Graham decided to build a small library that wrapped the operating system’s memory allocation and de-allocation routines, malloc() and free(), with his own functions. Graham’s functions recorded each memory allocation and de-allocation in a data structure that could be queried when the program finished. The wrapper functions recorded the information and called the real operating system functions to perform the actual memory management. It took just a few hours for Graham to implement the solution and, voila, it worked! There was just one problem: the program ran so slowly when it was instrumented with Graham’s libraries that no one was willing to use it. We’re talking really slow here. You could start up a program, go have a cup of coffee-or maybe a pot of coffee-come back, and the program would still be crawling along. This was clearly unacceptable.
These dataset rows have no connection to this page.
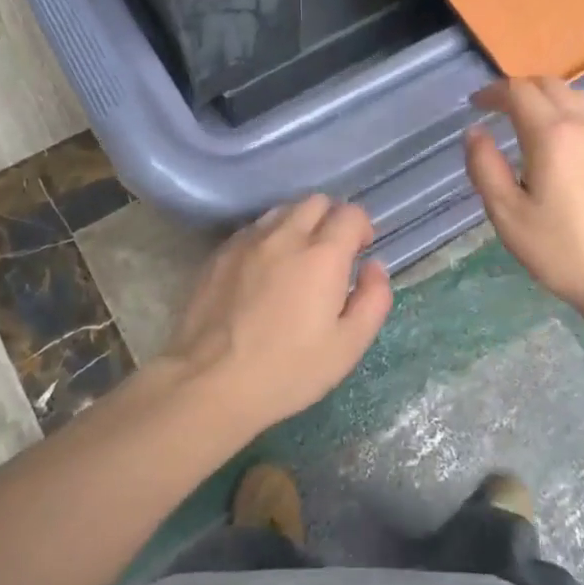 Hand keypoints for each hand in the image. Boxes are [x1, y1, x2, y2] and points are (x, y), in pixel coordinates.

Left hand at [161, 195, 390, 432]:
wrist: (209, 383)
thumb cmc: (288, 371)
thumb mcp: (348, 346)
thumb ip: (373, 299)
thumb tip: (374, 267)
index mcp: (322, 255)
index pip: (351, 213)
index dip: (361, 229)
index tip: (359, 254)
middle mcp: (285, 236)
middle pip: (316, 201)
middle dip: (331, 220)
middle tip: (331, 256)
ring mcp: (247, 241)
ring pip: (282, 210)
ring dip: (298, 225)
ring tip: (296, 261)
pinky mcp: (219, 254)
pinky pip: (253, 229)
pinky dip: (268, 239)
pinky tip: (263, 272)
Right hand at [464, 77, 583, 313]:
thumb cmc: (561, 250)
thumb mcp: (507, 214)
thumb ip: (485, 167)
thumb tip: (475, 132)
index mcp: (552, 135)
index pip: (518, 92)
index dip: (492, 92)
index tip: (475, 105)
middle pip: (549, 85)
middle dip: (518, 89)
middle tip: (496, 108)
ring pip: (574, 94)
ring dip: (546, 96)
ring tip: (526, 118)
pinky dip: (568, 110)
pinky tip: (560, 137) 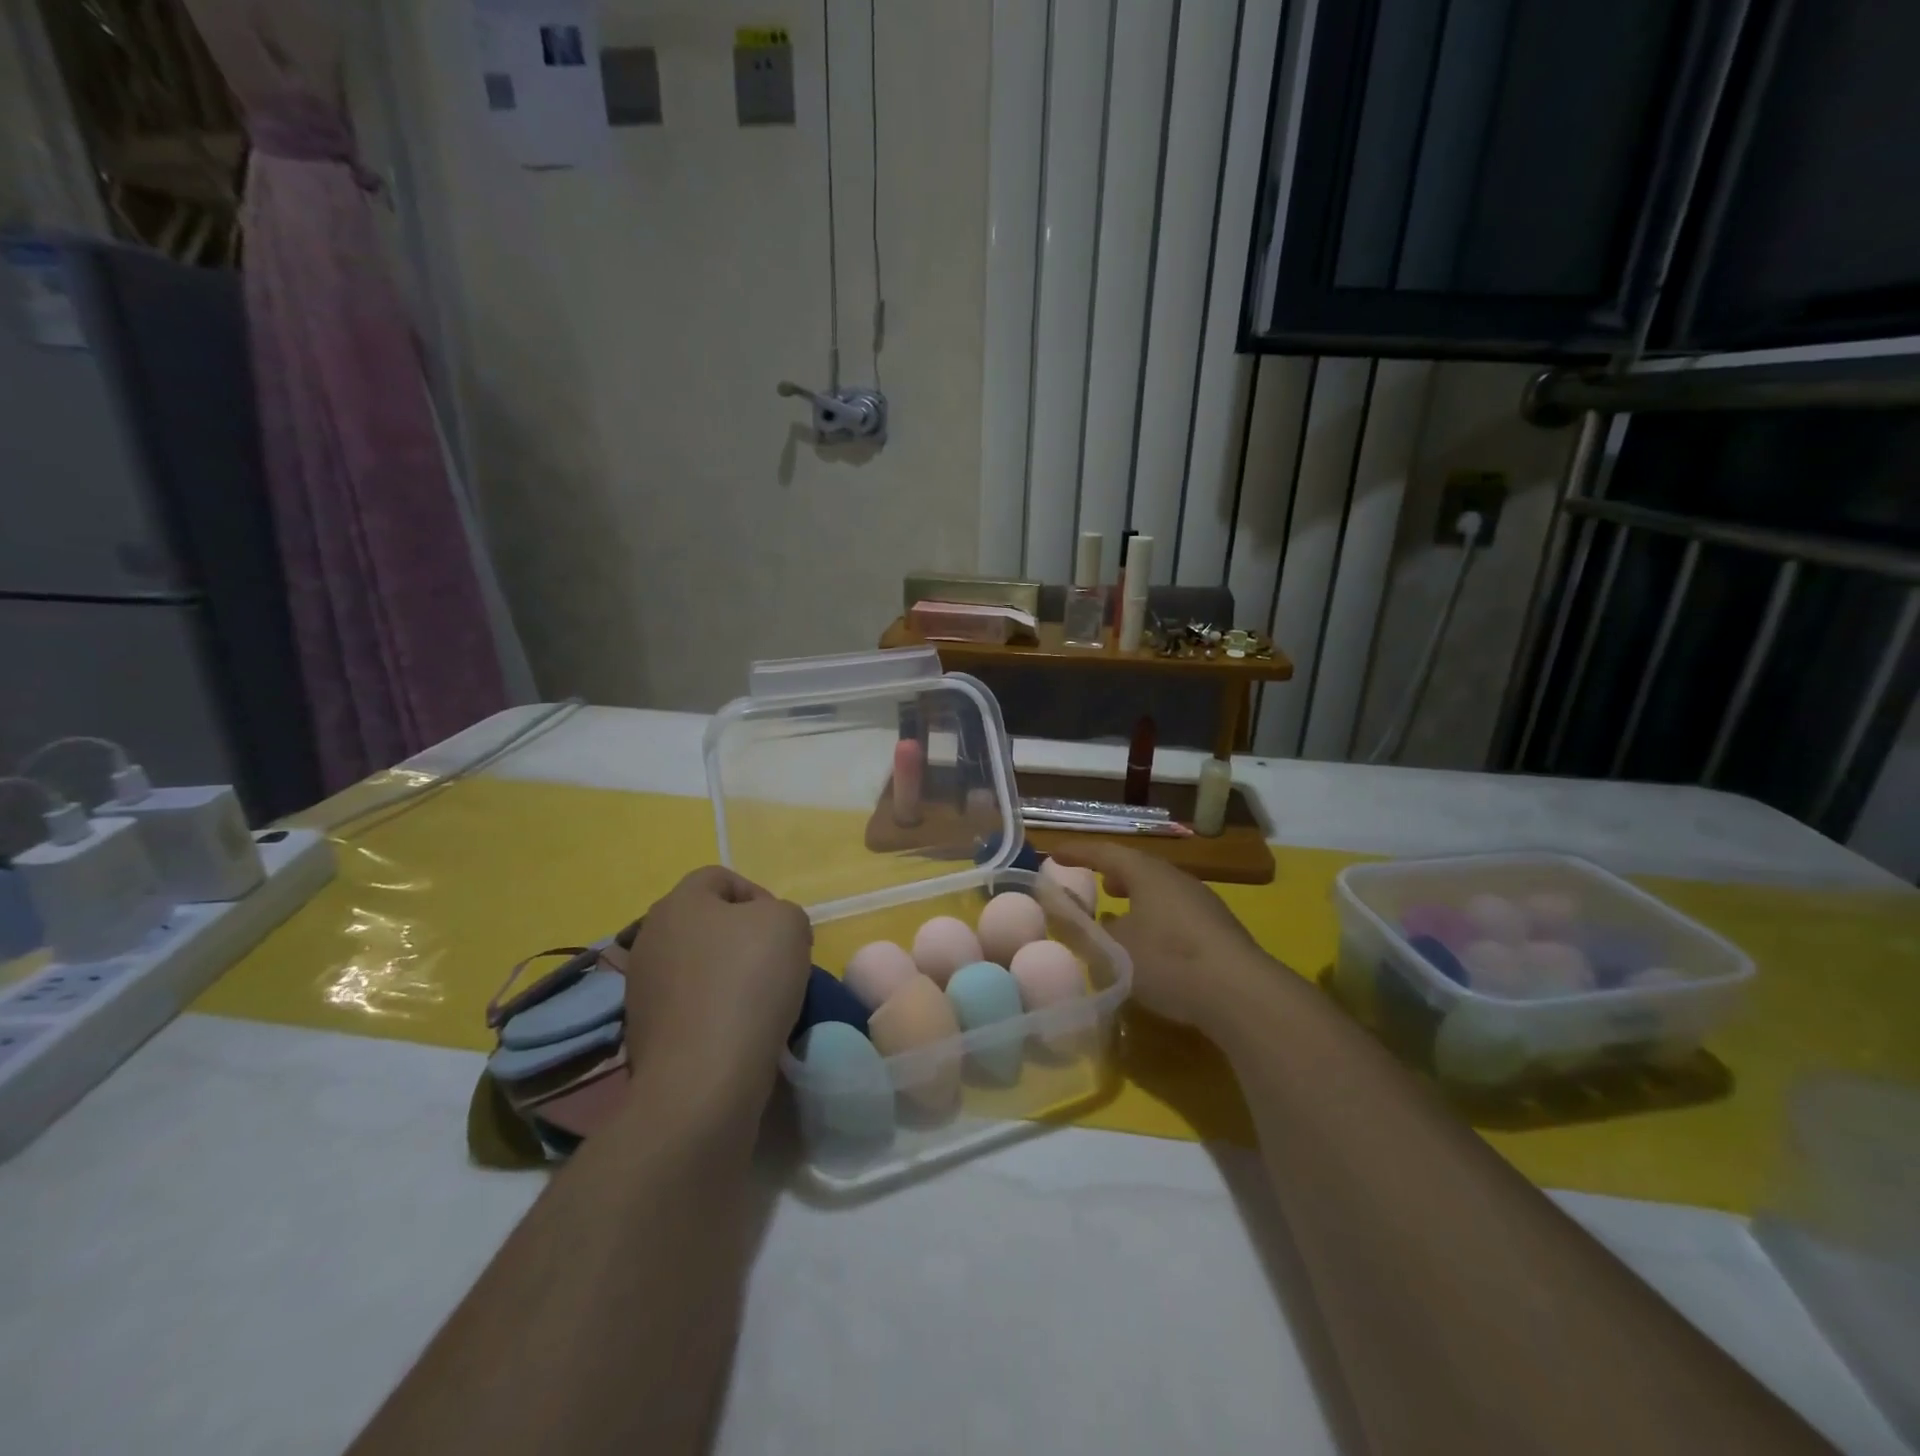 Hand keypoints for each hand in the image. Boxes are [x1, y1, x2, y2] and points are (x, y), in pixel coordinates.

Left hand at [623, 867, 812, 1109]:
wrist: (704, 1077)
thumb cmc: (748, 982)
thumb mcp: (789, 923)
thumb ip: (783, 912)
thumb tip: (769, 933)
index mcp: (677, 902)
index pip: (720, 877)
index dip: (759, 895)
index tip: (784, 931)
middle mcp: (650, 937)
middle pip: (706, 922)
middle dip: (743, 937)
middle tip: (777, 963)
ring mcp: (642, 986)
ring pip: (698, 964)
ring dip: (728, 974)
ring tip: (761, 1001)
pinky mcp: (644, 1030)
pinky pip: (690, 1004)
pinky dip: (714, 1010)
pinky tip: (738, 1030)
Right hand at [1049, 843, 1279, 1030]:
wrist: (1241, 994)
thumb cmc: (1168, 960)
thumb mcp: (1114, 948)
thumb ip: (1088, 929)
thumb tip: (1075, 916)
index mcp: (1147, 873)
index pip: (1105, 852)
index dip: (1078, 852)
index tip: (1054, 854)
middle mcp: (1176, 879)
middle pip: (1137, 867)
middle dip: (1112, 873)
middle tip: (1093, 883)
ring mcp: (1202, 903)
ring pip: (1159, 891)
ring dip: (1135, 897)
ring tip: (1118, 912)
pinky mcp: (1218, 929)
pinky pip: (1175, 912)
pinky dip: (1153, 917)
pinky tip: (1151, 943) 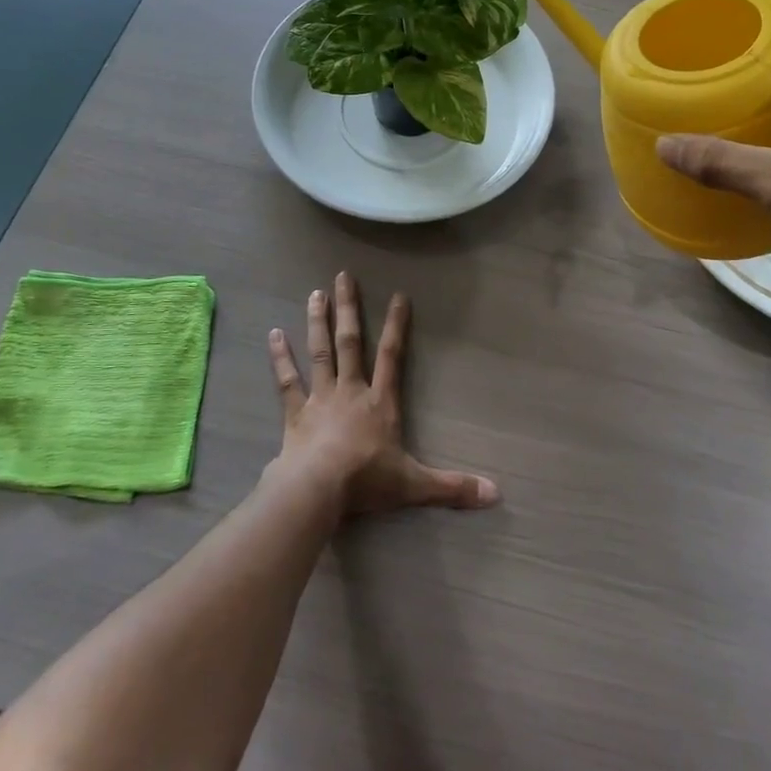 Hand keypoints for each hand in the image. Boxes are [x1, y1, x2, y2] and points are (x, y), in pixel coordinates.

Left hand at [267, 273, 499, 515]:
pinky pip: (287, 380)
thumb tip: (496, 494)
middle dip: (348, 308)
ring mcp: (320, 398)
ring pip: (320, 352)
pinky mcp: (295, 412)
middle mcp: (350, 390)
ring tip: (315, 293)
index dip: (396, 326)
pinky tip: (273, 334)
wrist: (318, 489)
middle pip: (350, 342)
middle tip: (343, 276)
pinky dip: (280, 357)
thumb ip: (453, 486)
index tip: (398, 296)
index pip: (392, 356)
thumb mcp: (415, 485)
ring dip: (317, 322)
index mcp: (380, 402)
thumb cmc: (366, 481) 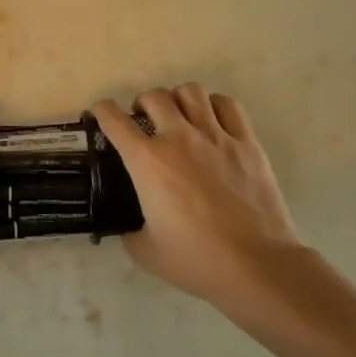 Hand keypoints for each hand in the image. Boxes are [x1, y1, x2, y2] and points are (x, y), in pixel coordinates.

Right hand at [92, 85, 302, 315]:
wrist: (255, 265)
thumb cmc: (195, 259)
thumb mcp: (145, 250)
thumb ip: (129, 230)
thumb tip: (128, 225)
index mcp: (147, 162)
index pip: (114, 119)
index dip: (101, 111)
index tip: (99, 114)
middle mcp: (179, 138)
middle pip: (154, 96)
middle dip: (142, 103)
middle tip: (143, 121)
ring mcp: (216, 137)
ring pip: (191, 91)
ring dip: (178, 99)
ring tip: (178, 115)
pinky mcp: (247, 143)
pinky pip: (228, 106)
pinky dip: (214, 106)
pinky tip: (212, 120) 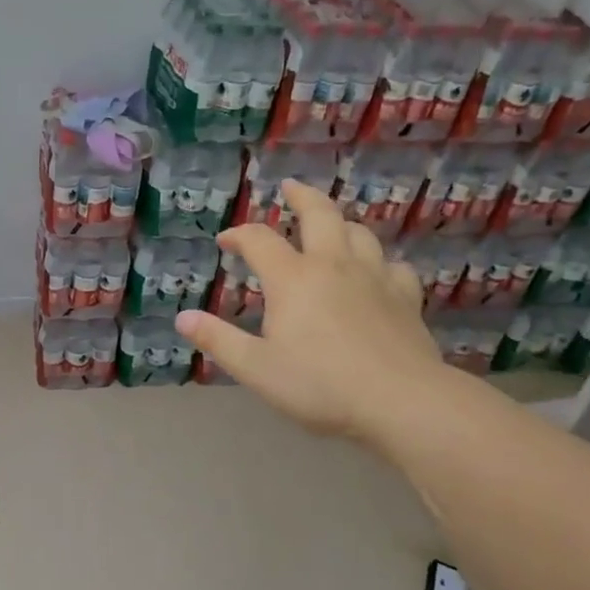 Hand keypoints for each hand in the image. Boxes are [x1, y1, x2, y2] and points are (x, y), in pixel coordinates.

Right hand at [174, 181, 445, 439]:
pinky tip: (377, 272)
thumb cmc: (320, 385)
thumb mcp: (256, 368)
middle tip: (289, 188)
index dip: (239, 235)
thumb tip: (182, 318)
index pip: (259, 241)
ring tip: (331, 226)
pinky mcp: (406, 298)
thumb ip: (219, 340)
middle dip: (300, 197)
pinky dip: (379, 261)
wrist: (401, 402)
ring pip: (359, 232)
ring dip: (340, 223)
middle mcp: (334, 265)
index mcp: (293, 279)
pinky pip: (393, 266)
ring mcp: (375, 278)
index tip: (225, 241)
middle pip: (319, 214) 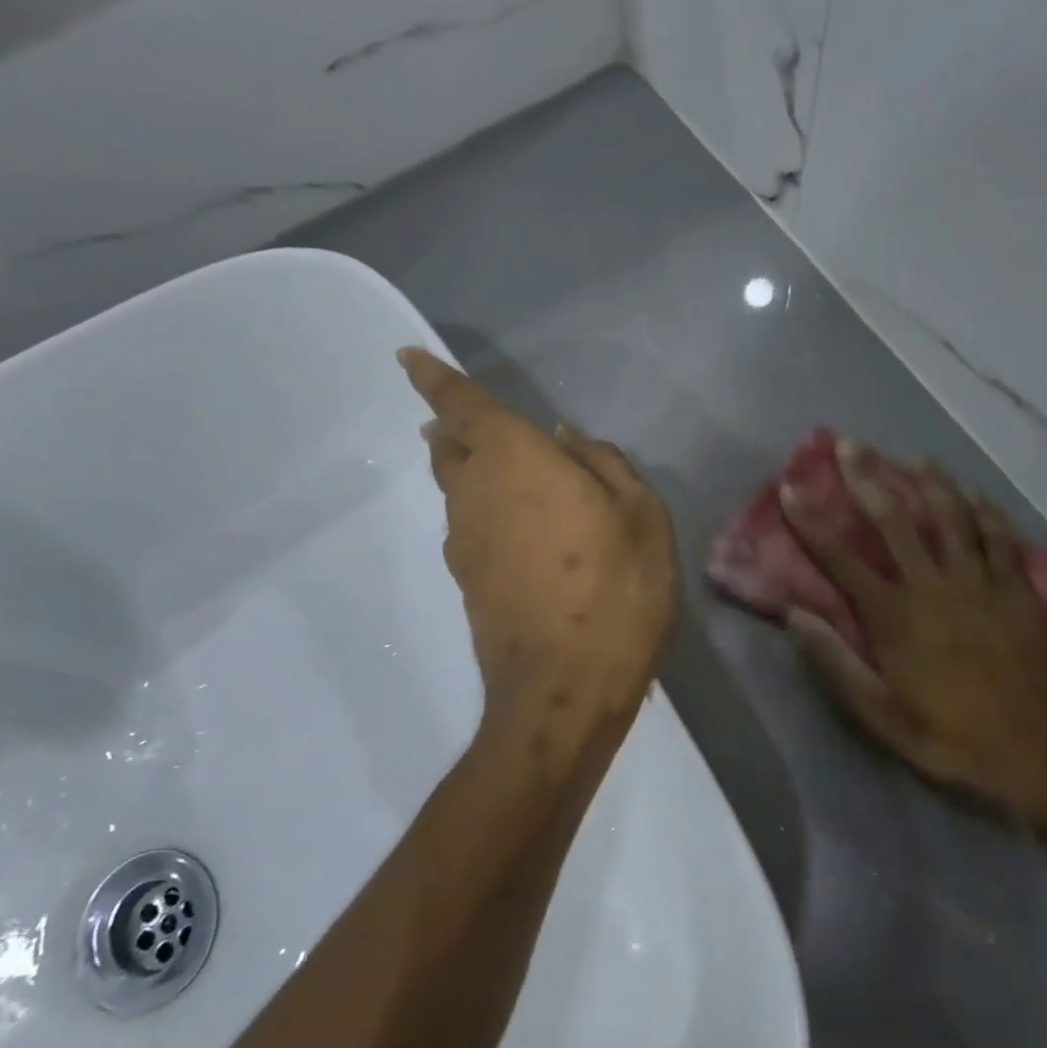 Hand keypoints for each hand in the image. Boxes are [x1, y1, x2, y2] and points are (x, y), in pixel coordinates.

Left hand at [400, 348, 679, 713]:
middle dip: (453, 426)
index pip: (462, 406)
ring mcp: (464, 542)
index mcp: (515, 459)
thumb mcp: (640, 515)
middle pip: (450, 447)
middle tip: (465, 418)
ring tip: (500, 469)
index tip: (406, 357)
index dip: (433, 378)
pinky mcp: (467, 582)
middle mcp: (475, 493)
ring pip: (456, 489)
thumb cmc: (615, 590)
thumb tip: (565, 438)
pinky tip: (517, 527)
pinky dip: (484, 511)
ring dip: (469, 470)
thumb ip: (603, 464)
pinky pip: (469, 527)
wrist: (564, 690)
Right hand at [782, 442, 1046, 851]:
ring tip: (914, 458)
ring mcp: (981, 583)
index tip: (791, 488)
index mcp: (895, 617)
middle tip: (851, 445)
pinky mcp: (1018, 589)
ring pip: (951, 517)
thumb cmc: (955, 738)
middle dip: (868, 479)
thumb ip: (836, 664)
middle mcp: (934, 587)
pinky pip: (1000, 537)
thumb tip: (794, 617)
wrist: (1046, 754)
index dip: (812, 522)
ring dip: (930, 483)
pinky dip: (986, 512)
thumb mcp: (882, 716)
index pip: (841, 559)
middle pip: (895, 521)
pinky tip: (975, 495) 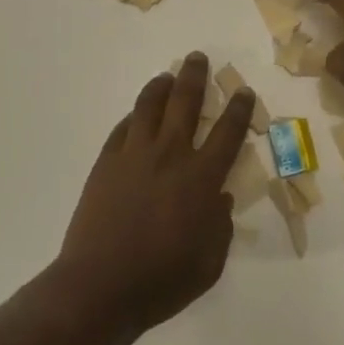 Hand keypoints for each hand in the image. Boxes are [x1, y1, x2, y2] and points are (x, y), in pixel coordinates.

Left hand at [53, 54, 255, 342]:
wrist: (100, 287)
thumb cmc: (162, 281)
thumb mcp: (209, 263)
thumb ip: (220, 227)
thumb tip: (220, 199)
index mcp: (201, 179)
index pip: (228, 133)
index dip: (239, 109)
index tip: (243, 91)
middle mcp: (170, 156)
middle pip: (185, 102)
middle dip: (195, 76)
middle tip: (198, 58)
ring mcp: (133, 155)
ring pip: (149, 106)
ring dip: (161, 86)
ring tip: (167, 76)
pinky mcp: (106, 163)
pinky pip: (122, 128)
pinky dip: (133, 117)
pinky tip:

Now Graham was really smart when it came to understanding operating systems and how their internals work. He was an excellent programmer who could write more working code in an hour than most programmers could write in a day. He had studied algorithms, data structures, and all of the standard topics in college, so why did the code execute so much slower with the wrappers inserted? In this case, it was a problem of knowing enough to make the program work, but not thinking through the details to make it work quickly. Like many creative people, Graham was already thinking about his next program and didn’t want to go back to his memory leak program to find out what was wrong. So, he asked Gary to take a look at it and see whether he could fix it. Gary was more of a compiler and software engineering type of guy and seemed to be pretty good at honing code to make it release-worthy.
Gary thought he’d talk to Graham about the program before he started digging into the code. That way, he might better understand how Graham structured his solution and why he chose particular implementation options.
Understand the Problem
A good way to solve problems is to start with the big picture: understand the problem, identify potential causes, and then dig into the details. If you decide to try to solve the problem because you think you know the cause, you may solve the wrong problem, or you might not explore other-possibly better-answers. The first thing Gary did was ask Graham to describe the problem and his solution.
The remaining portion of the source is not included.